In the documentary, Cheney seems still sore: “Our policies in Iraq were going well,” he argued against the dismissal of Rumsfeld. “I felt we were leaving a good man wounded in the battlefield,” he said about Libby. He even defended torture: “Are you going to trade the lives of a number of people because you want to preserve your honor? Or are you going to do your job?,” he asks Cutler.
The movie shows, in the end, a bitter man who fell from grace and after a heart transplant practices fly-fishing. On the contrary, The Unknown Know presents a scarier image of politics.
Rumsfeld reads his memos, dubbed snowflakes because he threw a blizzard of 20,000 of them onto his staff in his six years in office.

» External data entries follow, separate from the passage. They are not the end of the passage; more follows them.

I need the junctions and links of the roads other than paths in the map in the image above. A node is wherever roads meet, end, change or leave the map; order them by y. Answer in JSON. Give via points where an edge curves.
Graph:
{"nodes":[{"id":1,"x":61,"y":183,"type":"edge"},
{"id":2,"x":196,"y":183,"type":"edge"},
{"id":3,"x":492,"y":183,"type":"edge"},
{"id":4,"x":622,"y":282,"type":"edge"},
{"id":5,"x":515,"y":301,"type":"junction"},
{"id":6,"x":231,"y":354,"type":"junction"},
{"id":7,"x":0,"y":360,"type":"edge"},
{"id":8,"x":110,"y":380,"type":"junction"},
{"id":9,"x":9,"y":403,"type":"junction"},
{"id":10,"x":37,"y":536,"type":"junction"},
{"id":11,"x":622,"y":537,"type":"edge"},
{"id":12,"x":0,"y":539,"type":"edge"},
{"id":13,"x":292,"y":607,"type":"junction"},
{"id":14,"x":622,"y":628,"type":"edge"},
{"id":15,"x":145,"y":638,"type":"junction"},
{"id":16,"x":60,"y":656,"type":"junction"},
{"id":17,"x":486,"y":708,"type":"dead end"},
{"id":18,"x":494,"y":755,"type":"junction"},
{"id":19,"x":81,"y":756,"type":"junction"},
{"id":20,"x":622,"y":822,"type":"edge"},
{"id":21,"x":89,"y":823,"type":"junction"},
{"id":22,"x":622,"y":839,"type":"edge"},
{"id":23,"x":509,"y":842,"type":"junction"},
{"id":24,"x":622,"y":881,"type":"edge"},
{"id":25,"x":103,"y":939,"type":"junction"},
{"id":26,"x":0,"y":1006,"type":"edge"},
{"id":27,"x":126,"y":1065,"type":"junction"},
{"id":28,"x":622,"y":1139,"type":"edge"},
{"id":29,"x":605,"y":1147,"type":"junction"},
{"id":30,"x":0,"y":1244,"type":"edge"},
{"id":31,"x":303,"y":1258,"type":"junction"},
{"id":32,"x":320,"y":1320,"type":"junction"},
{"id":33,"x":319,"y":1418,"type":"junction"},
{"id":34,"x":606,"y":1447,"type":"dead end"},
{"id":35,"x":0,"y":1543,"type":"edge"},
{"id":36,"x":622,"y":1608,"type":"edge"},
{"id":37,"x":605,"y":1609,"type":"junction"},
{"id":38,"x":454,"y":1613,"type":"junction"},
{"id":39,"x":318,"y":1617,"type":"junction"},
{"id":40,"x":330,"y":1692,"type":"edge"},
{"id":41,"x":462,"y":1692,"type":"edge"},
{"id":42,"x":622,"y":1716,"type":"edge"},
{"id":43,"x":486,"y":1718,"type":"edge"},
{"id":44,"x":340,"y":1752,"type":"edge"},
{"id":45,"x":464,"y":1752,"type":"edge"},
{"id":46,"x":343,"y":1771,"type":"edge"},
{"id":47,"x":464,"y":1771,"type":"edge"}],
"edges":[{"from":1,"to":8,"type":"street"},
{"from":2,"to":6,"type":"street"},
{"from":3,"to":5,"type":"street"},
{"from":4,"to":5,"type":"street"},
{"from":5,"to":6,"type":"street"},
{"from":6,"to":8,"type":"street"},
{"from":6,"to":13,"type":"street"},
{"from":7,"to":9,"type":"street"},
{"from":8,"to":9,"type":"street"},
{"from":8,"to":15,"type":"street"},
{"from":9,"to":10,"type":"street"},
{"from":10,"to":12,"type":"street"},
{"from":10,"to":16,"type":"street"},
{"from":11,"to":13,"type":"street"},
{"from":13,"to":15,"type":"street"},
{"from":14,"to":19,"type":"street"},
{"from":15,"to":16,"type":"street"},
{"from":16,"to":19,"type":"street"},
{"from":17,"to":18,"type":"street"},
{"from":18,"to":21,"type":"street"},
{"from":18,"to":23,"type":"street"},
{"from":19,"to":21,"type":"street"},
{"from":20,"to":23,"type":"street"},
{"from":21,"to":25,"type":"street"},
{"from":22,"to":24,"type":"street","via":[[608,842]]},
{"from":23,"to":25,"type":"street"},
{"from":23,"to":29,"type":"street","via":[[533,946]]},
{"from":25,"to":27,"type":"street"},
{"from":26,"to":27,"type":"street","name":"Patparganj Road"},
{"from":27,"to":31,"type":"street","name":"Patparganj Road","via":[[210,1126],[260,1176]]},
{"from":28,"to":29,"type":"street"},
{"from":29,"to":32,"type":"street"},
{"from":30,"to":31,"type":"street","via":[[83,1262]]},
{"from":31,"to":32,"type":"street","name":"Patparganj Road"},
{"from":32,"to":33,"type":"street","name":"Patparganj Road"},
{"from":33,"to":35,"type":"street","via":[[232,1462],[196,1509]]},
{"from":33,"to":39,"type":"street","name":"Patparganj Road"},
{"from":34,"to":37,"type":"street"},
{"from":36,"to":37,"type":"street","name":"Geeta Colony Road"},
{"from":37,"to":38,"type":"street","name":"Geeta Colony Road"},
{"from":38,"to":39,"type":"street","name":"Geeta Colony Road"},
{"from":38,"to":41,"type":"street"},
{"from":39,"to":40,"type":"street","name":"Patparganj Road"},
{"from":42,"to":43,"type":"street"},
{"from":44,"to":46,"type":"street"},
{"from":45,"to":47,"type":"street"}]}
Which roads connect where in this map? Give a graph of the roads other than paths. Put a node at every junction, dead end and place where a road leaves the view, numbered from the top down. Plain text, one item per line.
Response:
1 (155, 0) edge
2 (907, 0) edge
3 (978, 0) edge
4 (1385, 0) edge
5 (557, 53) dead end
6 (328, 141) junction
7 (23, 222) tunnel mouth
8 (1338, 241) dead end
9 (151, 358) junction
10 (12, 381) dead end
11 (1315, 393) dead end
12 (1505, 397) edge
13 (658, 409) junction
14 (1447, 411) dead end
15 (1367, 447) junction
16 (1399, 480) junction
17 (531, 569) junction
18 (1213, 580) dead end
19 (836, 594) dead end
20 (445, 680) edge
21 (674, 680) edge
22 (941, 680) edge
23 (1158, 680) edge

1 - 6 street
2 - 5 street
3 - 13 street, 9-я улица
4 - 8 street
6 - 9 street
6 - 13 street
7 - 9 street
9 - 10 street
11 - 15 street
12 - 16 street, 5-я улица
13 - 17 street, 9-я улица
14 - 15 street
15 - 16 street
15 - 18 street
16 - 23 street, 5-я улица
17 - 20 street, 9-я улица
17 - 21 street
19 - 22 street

His voice opens: “July 27, 2001. A memo to Condoleezza Rice concerning Iraq.” He wrote: “If Saddam Hussein was ousted, we would have a much improved position in the region and elsewhere.” The next memo goes further: he proposes to rearrange the map of the Mideast.
Was the invasion of Iraq a mistake?, Morris asks. “I guess time will tell,” Rumsfeld says. Smile. What did he learn from the Vietnam War, which he observed from the Congress, from NATO and from the White House? “Some things work out, some things don’t.” Smile.
Almost every take ends with that odd smile. No wonder that Henry Kissinger — it takes a thief to catch a thief — said that Rumsfeld was the most ruthless person he ever met.
The tongue-twister that inspired the title is famous. Rumsfeld said in 2003 (and wrote a memo about it) about WMD in Iraq: “There are known knowns. These are things we know that we know. There are known unknowns. That is to say, there are things that we know we don’t know. But there are also unknown unknowns. There are things we don’t know we don’t know.”
Waiting for a crack — the fourth combination: the unknown known of the title, that of the unconscious mind as well —, the audience is defeated. Rumsfeld’s sincere insincerity is all there is at the end of the 96 minutes of the film.